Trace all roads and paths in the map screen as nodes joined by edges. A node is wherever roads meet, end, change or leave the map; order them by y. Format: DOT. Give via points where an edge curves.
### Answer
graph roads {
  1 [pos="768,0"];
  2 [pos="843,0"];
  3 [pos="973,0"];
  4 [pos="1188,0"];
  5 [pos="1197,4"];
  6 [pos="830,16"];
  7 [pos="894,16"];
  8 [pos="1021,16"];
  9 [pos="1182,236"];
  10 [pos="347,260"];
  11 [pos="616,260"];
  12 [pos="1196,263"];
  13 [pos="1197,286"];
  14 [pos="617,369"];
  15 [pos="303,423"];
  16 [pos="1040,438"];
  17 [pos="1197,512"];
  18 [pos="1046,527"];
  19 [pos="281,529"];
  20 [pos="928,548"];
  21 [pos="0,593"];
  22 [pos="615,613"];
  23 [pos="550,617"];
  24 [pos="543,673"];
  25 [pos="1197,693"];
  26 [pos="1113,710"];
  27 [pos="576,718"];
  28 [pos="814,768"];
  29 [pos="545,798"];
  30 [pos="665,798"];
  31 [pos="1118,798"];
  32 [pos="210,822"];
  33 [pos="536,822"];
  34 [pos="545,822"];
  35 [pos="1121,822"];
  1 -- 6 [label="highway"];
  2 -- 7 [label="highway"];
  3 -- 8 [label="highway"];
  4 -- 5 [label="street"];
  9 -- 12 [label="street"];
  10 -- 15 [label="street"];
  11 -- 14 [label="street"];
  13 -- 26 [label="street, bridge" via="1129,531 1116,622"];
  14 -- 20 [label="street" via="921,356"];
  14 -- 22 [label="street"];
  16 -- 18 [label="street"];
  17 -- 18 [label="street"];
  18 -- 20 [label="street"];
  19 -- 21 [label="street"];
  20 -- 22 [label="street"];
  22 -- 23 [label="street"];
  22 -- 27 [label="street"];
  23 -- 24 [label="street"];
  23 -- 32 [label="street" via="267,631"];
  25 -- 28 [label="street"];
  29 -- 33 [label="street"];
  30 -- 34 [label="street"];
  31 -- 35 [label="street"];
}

— What the task asks —
Each line of the material above needs to be quoted exactly, please.

— Answer below —
Trace all roads and paths in the map screen as nodes joined by edges. A node is wherever roads meet, end, change or leave the map; order them by y. Format: DOT. Give via points where an edge curves.
### Answer
graph roads {
  1 [pos="768,0"];
  2 [pos="843,0"];
  3 [pos="973,0"];
  4 [pos="1188,0"];
  5 [pos="1197,4"];
  6 [pos="830,16"];
  7 [pos="894,16"];
  8 [pos="1021,16"];
  9 [pos="1182,236"];
  10 [pos="347,260"];
  11 [pos="616,260"];
  12 [pos="1196,263"];
  13 [pos="1197,286"];
  14 [pos="617,369"];
  15 [pos="303,423"];
  16 [pos="1040,438"];
  17 [pos="1197,512"];
  18 [pos="1046,527"];
  19 [pos="281,529"];
  20 [pos="928,548"];
  21 [pos="0,593"];
  22 [pos="615,613"];
  23 [pos="550,617"];
  24 [pos="543,673"];
  25 [pos="1197,693"];
  26 [pos="1113,710"];
  27 [pos="576,718"];
  28 [pos="814,768"];
  29 [pos="545,798"];
  30 [pos="665,798"];
  31 [pos="1118,798"];
  32 [pos="210,822"];
  33 [pos="536,822"];
  34 [pos="545,822"];
  35 [pos="1121,822"];
  1 -- 6 [label="highway"];
  2 -- 7 [label="highway"];
  3 -- 8 [label="highway"];
  4 -- 5 [label="street"];
  9 -- 12 [label="street"];
  10 -- 15 [label="street"];
  11 -- 14 [label="street"];
  13 -- 26 [label="street, bridge" via="1129,531 1116,622"];
  14 -- 20 [label="street" via="921,356"];
  14 -- 22 [label="street"];
  16 -- 18 [label="street"];
  17 -- 18 [label="street"];
  18 -- 20 [label="street"];
  19 -- 21 [label="street"];
  20 -- 22 [label="street"];
  22 -- 23 [label="street"];
  22 -- 27 [label="street"];
  23 -- 24 [label="street"];
  23 -- 32 [label="street" via="267,631"];
  25 -- 28 [label="street"];
  29 -- 33 [label="street"];
  30 -- 34 [label="street"];
  31 -- 35 [label="street"];
}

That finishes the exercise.